In genere mangia solo?
No no no: qualche volta ceno con Eisenhower, a volte con Billy Wilder, o con Perry Como. L'altra sera ho cenato con Greta Garbo. Era molto più giovane, allora."

Già, è davvero una cosa meravigliosa un pranzo per due, per dirla con Woody Allen, una di quelle cose per cui vale la pena vivere (Provaci ancora Sam, 1972). Immaginate: sabato, grigia giornata d'inverno, pioggerella sottile, domani non si lavora, Lei più bella che mai, pranzo luculliano per due...caffè, sigarette arrotolate e gran film in proiezione domestica pomeridiana. E il film è, indiscutibilmente, un grandissimo film. Che film? "L'appartamento" del 1960. 

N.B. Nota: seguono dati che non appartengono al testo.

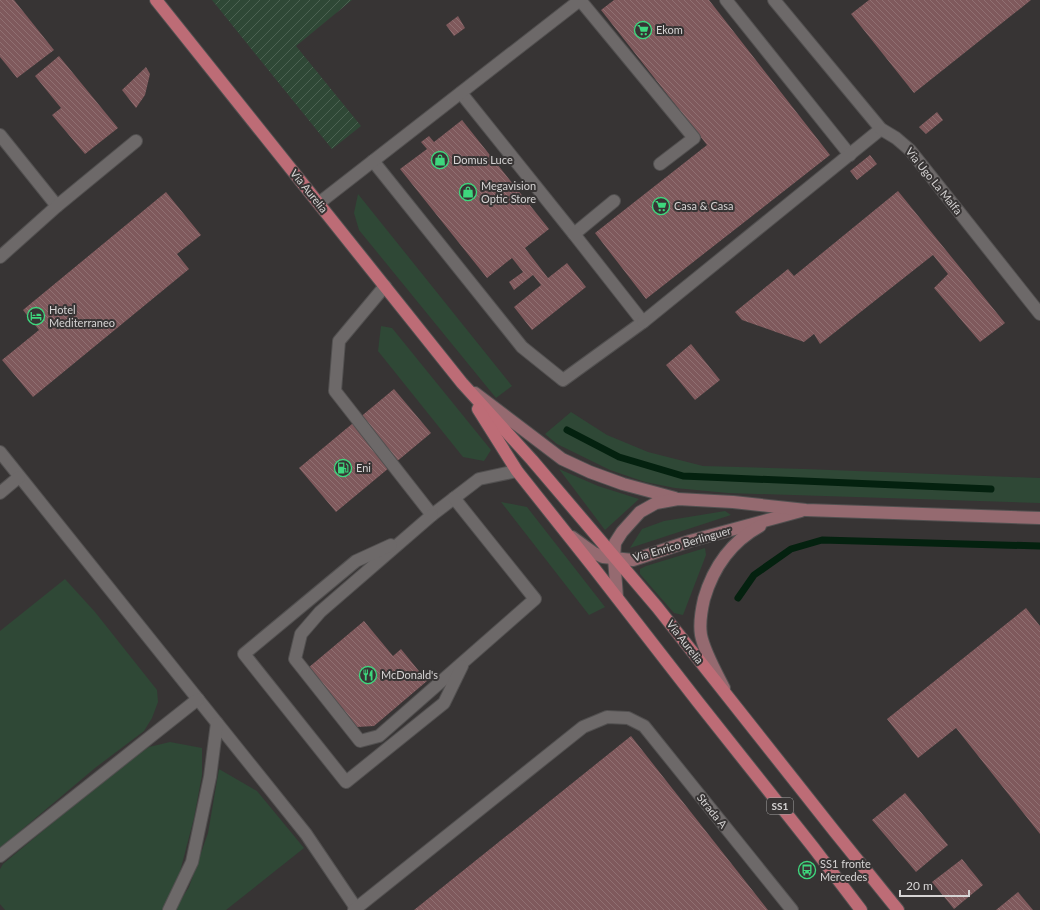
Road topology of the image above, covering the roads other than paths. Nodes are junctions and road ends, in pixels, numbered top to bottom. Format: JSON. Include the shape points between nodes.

Dunque: New York, 1960. L'impiegato di una compagnia d'assicurazioni C.C. Baxter, detto dai suoi superiori "Cicci bello", ha un piccolo appartamento in affitto e mosso da tanta "generosità" presta tale appartamento ai superiori i quali lo usano per intrattenersi con dolci compagnie extraconiugali. In segno di riconoscenza questi permettono a Baxter una carriera fortunata che lo porta fino ai vertici dell'azienda. Fin quando non viene scoperto dal direttore. Costui, invece di licenziarlo, gli propone un accordo con il quale lui diventerà l'unico a usufruire dell'appartamento con la sua amante che a sua volta si scoprirà essere la giovane Fran della quale è da tempo segretamente innamorato il signor Baxter. Amore o carriera? Dilemma da tempi moderni, non vi svelo altro.
Wilder, con ironia, ci presenta una commedia che sa equilibrarsi tra romanticismo e satira. Una satira che aggredisce il capitalismo sfrenato che non premia il merito ma solo "chi ci sa fare", un film superiore per indagine psicologica e capacità di essere anche un simbolo,  simbolo di un mondo tristemente vero: è il mondo dell’uomo medio occidentale.
Straordinari i due protagonisti Jack Lemmon e Shirley MacLaine. Premiato da 5 oscar, miglior film, sceneggiatura, scenografia, montaggio e regia ne avrebbe meritato altri due per entrambi gli attori.
Dopo un'ora e mezza Lei è entusiasta, io alquanto innervosito dal non essere Jack Lemmon. Tra le più grandi commedie americane.